Saved data entries
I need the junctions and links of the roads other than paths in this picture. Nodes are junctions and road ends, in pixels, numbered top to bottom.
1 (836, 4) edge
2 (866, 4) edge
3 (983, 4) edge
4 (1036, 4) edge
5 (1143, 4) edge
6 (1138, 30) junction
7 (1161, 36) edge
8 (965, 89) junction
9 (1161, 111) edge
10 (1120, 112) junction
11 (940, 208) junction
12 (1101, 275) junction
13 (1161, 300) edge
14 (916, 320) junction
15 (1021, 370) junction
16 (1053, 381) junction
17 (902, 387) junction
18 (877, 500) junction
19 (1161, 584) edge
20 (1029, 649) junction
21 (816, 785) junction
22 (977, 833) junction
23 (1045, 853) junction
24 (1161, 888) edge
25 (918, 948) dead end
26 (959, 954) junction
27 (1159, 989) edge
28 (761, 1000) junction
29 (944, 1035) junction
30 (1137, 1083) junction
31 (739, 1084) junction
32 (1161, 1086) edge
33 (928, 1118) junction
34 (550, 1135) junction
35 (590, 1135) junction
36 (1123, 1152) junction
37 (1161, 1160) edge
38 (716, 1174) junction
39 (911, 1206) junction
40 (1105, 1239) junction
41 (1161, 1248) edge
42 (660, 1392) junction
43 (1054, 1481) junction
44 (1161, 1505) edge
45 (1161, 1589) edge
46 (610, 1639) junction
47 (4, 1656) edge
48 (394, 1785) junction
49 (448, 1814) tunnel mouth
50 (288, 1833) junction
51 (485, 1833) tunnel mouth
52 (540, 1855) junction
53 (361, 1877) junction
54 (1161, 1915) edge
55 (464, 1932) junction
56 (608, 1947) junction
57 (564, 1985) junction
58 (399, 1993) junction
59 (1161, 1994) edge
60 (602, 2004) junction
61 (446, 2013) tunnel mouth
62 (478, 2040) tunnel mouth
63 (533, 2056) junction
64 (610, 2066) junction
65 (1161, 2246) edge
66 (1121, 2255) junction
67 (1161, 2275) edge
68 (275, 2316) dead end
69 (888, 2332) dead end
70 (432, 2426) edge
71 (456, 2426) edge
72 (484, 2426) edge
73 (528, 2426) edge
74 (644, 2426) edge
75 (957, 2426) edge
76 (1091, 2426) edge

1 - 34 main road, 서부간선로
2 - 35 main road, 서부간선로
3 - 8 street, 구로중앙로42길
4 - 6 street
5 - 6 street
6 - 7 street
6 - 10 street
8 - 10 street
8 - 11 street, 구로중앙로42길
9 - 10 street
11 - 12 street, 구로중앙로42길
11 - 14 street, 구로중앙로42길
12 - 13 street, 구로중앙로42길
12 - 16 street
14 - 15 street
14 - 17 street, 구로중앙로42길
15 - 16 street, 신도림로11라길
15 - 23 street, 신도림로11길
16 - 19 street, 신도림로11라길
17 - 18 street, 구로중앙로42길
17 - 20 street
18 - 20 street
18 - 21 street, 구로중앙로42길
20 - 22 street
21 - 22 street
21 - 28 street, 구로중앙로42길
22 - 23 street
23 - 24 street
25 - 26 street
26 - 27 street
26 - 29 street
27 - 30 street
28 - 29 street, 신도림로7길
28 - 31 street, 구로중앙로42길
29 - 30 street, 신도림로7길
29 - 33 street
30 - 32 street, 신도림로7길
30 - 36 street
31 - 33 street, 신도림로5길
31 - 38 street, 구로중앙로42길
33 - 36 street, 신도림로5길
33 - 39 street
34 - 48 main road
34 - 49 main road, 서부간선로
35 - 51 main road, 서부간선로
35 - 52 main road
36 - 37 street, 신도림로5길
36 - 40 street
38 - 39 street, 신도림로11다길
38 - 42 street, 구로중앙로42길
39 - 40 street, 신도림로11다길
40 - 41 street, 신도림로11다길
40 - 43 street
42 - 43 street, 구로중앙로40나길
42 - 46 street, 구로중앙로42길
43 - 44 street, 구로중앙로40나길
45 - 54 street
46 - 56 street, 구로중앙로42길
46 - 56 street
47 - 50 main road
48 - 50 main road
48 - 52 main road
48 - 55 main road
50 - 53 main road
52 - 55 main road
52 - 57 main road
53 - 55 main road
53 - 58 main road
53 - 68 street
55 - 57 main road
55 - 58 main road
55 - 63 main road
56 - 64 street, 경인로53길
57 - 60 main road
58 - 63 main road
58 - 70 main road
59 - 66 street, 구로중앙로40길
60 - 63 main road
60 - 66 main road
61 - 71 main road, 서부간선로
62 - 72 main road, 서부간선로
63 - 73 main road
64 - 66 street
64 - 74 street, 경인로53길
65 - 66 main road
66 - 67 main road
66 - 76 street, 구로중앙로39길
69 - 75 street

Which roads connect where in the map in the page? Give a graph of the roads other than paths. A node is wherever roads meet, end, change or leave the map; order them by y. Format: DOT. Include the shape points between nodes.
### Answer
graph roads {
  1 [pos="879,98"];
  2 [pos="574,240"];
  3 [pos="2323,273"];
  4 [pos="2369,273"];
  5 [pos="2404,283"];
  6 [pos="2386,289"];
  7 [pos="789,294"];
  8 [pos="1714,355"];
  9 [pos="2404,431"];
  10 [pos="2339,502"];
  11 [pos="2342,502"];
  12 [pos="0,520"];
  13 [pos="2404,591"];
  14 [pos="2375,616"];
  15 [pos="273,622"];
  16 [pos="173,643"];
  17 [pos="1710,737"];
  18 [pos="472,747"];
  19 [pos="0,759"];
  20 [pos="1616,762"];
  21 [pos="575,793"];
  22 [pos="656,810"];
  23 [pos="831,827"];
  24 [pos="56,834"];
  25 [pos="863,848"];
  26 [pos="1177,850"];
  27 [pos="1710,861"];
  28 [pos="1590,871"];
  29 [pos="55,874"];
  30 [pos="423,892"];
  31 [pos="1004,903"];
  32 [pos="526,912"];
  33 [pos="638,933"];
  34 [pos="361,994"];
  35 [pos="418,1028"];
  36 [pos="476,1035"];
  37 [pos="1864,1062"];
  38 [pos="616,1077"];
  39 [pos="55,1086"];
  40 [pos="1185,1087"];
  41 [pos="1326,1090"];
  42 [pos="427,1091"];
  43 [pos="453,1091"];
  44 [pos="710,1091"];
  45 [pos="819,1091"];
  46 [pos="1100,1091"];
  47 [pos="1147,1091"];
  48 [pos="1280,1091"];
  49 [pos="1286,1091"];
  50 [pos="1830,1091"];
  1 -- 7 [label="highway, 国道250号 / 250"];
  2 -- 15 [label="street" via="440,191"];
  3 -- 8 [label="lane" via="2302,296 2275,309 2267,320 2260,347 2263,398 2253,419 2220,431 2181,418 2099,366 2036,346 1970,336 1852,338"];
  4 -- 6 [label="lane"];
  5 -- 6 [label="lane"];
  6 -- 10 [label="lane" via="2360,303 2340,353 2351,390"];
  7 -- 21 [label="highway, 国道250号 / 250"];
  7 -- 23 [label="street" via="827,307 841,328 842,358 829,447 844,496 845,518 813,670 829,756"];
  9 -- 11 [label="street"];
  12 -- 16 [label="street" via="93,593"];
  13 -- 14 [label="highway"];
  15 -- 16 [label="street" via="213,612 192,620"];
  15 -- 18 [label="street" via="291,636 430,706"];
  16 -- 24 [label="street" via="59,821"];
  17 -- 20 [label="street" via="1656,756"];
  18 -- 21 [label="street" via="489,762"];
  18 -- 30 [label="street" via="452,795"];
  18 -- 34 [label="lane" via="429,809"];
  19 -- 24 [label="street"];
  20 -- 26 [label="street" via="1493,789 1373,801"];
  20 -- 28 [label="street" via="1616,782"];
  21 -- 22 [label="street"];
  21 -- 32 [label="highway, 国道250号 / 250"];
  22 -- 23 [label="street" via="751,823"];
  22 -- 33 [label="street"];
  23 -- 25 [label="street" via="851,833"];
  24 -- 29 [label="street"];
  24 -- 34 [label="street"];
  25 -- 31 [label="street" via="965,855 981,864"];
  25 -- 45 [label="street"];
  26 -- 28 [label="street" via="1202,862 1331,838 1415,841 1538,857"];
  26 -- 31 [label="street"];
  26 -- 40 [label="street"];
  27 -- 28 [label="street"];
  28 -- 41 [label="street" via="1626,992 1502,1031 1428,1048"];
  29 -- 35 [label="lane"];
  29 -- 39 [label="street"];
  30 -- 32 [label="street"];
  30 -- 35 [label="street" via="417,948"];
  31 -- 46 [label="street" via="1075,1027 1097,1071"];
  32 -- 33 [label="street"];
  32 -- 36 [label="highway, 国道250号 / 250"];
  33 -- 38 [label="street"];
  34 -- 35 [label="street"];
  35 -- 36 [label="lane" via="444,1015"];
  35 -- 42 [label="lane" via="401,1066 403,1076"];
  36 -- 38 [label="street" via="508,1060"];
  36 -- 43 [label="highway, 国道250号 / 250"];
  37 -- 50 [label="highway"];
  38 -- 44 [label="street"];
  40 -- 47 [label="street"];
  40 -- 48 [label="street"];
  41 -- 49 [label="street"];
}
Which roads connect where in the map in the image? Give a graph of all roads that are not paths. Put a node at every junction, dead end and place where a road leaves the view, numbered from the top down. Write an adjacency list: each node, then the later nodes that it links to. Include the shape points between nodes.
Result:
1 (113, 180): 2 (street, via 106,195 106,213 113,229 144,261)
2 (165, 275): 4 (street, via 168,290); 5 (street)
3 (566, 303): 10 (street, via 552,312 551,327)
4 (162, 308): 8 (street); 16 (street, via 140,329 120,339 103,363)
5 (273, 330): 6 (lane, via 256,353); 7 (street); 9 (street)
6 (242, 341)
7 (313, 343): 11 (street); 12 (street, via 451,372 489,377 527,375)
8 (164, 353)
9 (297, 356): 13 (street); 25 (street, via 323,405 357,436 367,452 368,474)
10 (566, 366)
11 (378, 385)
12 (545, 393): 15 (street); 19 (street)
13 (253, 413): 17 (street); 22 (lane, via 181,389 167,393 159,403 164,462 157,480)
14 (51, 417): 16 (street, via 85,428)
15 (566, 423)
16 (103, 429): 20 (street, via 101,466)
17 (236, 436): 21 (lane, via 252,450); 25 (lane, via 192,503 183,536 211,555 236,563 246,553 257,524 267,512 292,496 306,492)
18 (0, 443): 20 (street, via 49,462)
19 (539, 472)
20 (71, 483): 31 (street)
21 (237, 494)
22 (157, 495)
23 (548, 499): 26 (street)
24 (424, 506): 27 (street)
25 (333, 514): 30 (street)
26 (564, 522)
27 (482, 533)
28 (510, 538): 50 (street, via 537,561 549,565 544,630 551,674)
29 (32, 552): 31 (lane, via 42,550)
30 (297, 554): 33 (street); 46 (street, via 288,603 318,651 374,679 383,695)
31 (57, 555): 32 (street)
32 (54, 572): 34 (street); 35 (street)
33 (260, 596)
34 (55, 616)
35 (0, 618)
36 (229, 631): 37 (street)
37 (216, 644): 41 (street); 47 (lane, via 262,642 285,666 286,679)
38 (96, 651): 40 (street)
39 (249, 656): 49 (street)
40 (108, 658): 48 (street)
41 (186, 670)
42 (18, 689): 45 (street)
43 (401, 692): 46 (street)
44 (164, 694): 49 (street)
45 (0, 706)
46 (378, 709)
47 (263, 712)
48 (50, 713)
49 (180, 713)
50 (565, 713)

-- Exercise --
Working down the entries above, count each line in which "links" occurs, and state only the resulting number.

-- Solution to this exercise --
2